One of the names to watch at the moment is Lily. Not so much watch, as to charge after at full speed. She’s popular, really popular – at #4 in England&Wales in 2010 and odds are she’ll rise further.

Part of Lily’s success not only comes from the multiple ways people are finding to spell her, or the dozens of combinations, but the fact that she can also work as a  nickname, whilst not technically being one. We’re thinking Lillian and Lilith as key examples of Lily’s nickname career. but it’s not just Lil- names that could shorten to Lily.

1. Callista/Callisto

Callista is a slight variant of Callisto, which comes from Greek and means most beautiful. My sister openly disagrees with me putting both of these names on this list, insisting that Lola is a better short form to consider, but I think the option of Lily is there should you wish to have the option.

2. Cecily

Perhaps Cecelia and Cecilia apply here too, but Cecily ends exactly the same way as Lily does so she gets full honours. The name Cecily was the usual form of the name in English in the Middle Ages. The name derives from the Roman name Caecilius, which means blind.

3. Endellion/Eulalie

I just couldn’t decide between these two E- names, so they share a spot on the list. Endellion is a Cornish pick championed by David and Samantha Cameron, and the name of a once obscure saint. The father of St. Endellion is usually listed as St. Brychan, who reportedly had as many as two dozen offspring.

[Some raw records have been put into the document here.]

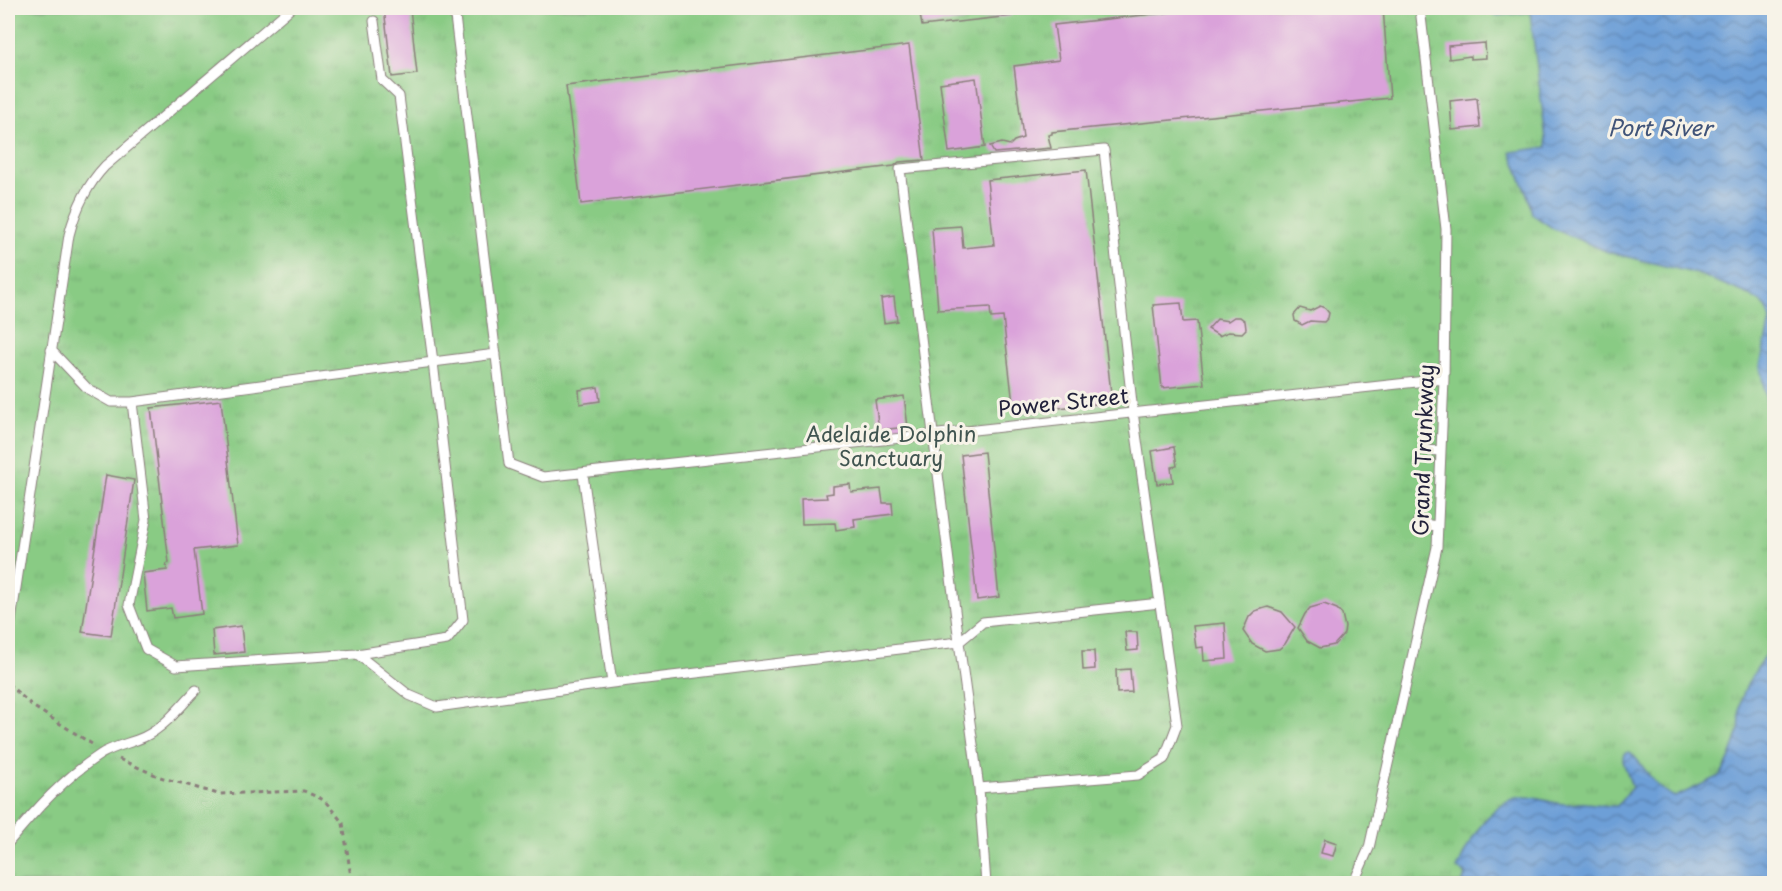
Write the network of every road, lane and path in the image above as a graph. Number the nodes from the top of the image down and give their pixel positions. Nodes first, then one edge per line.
1 (291, 8) edge
2 (454, 8) edge
3 (1420, 8) edge
4 (374, 21) dead end
5 (51, 350) junction
6 (496, 354) junction
7 (433, 362) junction
8 (1444, 379) junction
9 (132, 402) junction
10 (1132, 412) junction
11 (934, 434) junction
12 (1424, 450) dead end
13 (1440, 451) junction
14 (583, 474) junction
15 (1417, 523) dead end
16 (1437, 526) junction
17 (1160, 603) junction
18 (8, 642) edge
19 (959, 642) junction
20 (357, 654) junction
21 (612, 683) junction
22 (8, 684) edge
23 (196, 690) dead end
24 (104, 752) junction
25 (979, 788) junction
26 (8, 843) edge
27 (352, 884) edge
28 (986, 884) edge
29 (1353, 884) edge

1 - 5 lane
2 - 6 lane
3 - 8 lane, Grand Trunkway
4 - 7 lane
5 - 9 lane
5 - 18 lane
6 - 7 lane
6 - 14 lane, Power Street
7 - 9 lane
7 - 20 lane
8 - 10 lane, Power Street
8 - 13 lane, Grand Trunkway
9 - 20 lane
10 - 11 lane, Power Street
10 - 11 lane
10 - 17 lane
11 - 14 lane, Power Street
11 - 19 lane
12 - 13 lane
13 - 16 lane, Grand Trunkway
14 - 21 lane
15 - 16 lane
16 - 29 lane, Grand Trunkway
17 - 19 lane
17 - 25 lane
19 - 21 lane
19 - 25 lane
20 - 21 lane
22 - 24 path
23 - 24 lane
24 - 26 lane
24 - 27 path
25 - 28 lane

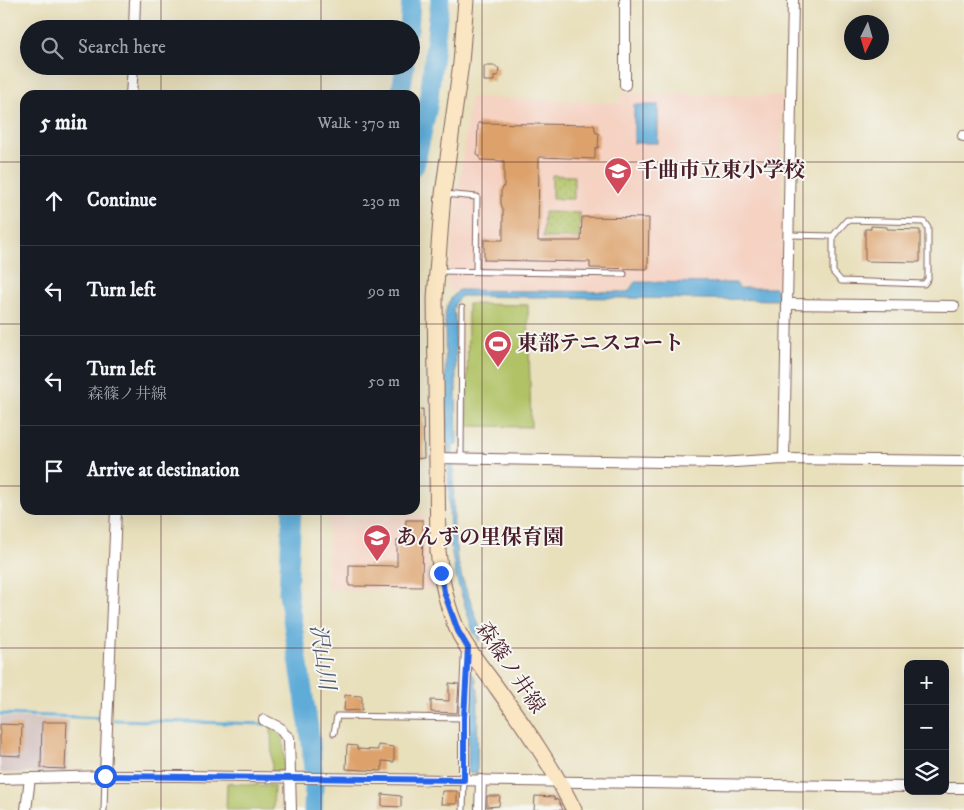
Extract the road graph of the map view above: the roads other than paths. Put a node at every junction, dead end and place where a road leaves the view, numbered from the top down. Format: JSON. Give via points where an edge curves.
{"nodes":[{"id":1,"x":135,"y":0,"type":"edge"},
{"id":2,"x":466,"y":0,"type":"edge"},
{"id":3,"x":625,"y":0,"type":"edge"},
{"id":4,"x":793,"y":0,"type":"edge"},
{"id":5,"x":134,"y":20,"type":"edge"},
{"id":6,"x":133,"y":75,"type":"edge"},
{"id":7,"x":624,"y":85,"type":"dead end"},
{"id":8,"x":132,"y":90,"type":"edge"},
{"id":9,"x":443,"y":194,"type":"junction"},
{"id":10,"x":788,"y":235,"type":"junction"},
{"id":11,"x":833,"y":236,"type":"junction"},
{"id":12,"x":437,"y":271,"type":"junction"},
{"id":13,"x":476,"y":271,"type":"junction"},
{"id":14,"x":624,"y":274,"type":"dead end"},
{"id":15,"x":786,"y":304,"type":"junction"},
{"id":16,"x":954,"y":306,"type":"dead end"},
{"id":17,"x":462,"y":308,"type":"dead end"},
{"id":18,"x":438,"y":458,"type":"junction"},
{"id":19,"x":461,"y":458,"type":"junction"},
{"id":20,"x":784,"y":459,"type":"junction"},
{"id":21,"x":964,"y":461,"type":"edge"},
{"id":22,"x":116,"y":515,"type":"edge"},
{"id":23,"x":468,"y":648,"type":"junction"},
{"id":24,"x":464,"y":718,"type":"junction"},
{"id":25,"x":264,"y":720,"type":"dead end"},
{"id":26,"x":334,"y":732,"type":"dead end"},
{"id":27,"x":105,"y":776,"type":"junction"},
{"id":28,"x":30,"y":778,"type":"junction"},
{"id":29,"x":292,"y":778,"type":"junction"},
{"id":30,"x":0,"y":779,"type":"edge"},
{"id":31,"x":465,"y":780,"type":"junction"},
{"id":32,"x":480,"y":780,"type":"junction"},
{"id":33,"x":560,"y":782,"type":"junction"},
{"id":34,"x":904,"y":787,"type":"edge"},
{"id":35,"x":949,"y":788,"type":"edge"},
{"id":36,"x":964,"y":788,"type":"edge"},
{"id":37,"x":26,"y":810,"type":"edge"},
{"id":38,"x":104,"y":810,"type":"edge"},
{"id":39,"x":291,"y":810,"type":"edge"},
{"id":40,"x":463,"y":810,"type":"edge"},
{"id":41,"x":480,"y":810,"type":"edge"},
{"id":42,"x":574,"y":810,"type":"edge"}],
"edges":[{"from":1,"to":5,"type":"street"},
{"from":2,"to":9,"type":"main road","name":"森篠ノ井線"},
{"from":3,"to":7,"type":"street"},
{"from":4,"to":10,"type":"street"},
{"from":6,"to":8,"type":"street"},
{"from":9,"to":12,"type":"main road","name":"森篠ノ井線"},
{"from":9,"to":13,"type":"lane","via":[[477,197]]},
{"from":10,"to":11,"type":"lane"},
{"from":10,"to":15,"type":"street"},
{"from":11,"to":11,"type":"lane","via":[[833,272],[841,281],[924,284],[928,279],[928,228],[924,222],[847,220]]},
{"from":12,"to":13,"type":"lane"},
{"from":12,"to":18,"type":"main road","name":"森篠ノ井線"},
{"from":13,"to":14,"type":"lane"},
{"from":15,"to":16,"type":"street"},
{"from":15,"to":20,"type":"street"},
{"from":17,"to":19,"type":"lane"},
{"from":18,"to":19,"type":"street"},
{"from":18,"to":23,"type":"main road","name":"森篠ノ井線","via":[[441,573],[455,623]]},
{"from":19,"to":20,"type":"street","via":[[719,463]]},
{"from":20,"to":21,"type":"street"},
{"from":22,"to":27,"type":"street"},
{"from":23,"to":24,"type":"street"},
{"from":23,"to":33,"type":"main road","name":"森篠ノ井線"},
{"from":24,"to":26,"type":"lane","via":[[337,716]]},
{"from":24,"to":31,"type":"street"},
{"from":25,"to":29,"type":"street","via":[[280,728],[289,738]]},
{"from":27,"to":28,"type":"street"},
{"from":27,"to":29,"type":"street"},
{"from":27,"to":38,"type":"lane"},
{"from":28,"to":30,"type":"street"},
{"from":28,"to":37,"type":"street"},
{"from":29,"to":31,"type":"street"},
{"from":29,"to":39,"type":"street"},
{"from":31,"to":32,"type":"street"},
{"from":31,"to":40,"type":"lane"},
{"from":32,"to":33,"type":"street"},
{"from":32,"to":41,"type":"street"},
{"from":33,"to":34,"type":"street"},
{"from":33,"to":42,"type":"main road","name":"森篠ノ井線"},
{"from":35,"to":36,"type":"street"}]}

Eulalie is a charming French name I’m seeing more and more mentioned by many. Indeed, and rather aptly, she means well spoken. Like Endellion, the name Eulalie also has connections to a saint of Spanish origins from circa the 4th century.

4. Libellule/Lullaby

The two wordy names of the list have joined forces for the purposes of this list, since I wasn’t convinced on either of them initially. Libellule is a French word meaning dragonfly, whilst Lullaby is the dreamy sister of Reverie.

5. Romilly

A French origin place name currently catching many a parent-to-be eyes. This name also has history of being both a male name and a surname; a Welsh painter by the name Augustus John welcomed a son named Romilly in 1906, whilst Emma Thompson welcomed daughter Gaia Romilly in 1999. The origins of the name Romilly remain undetermined.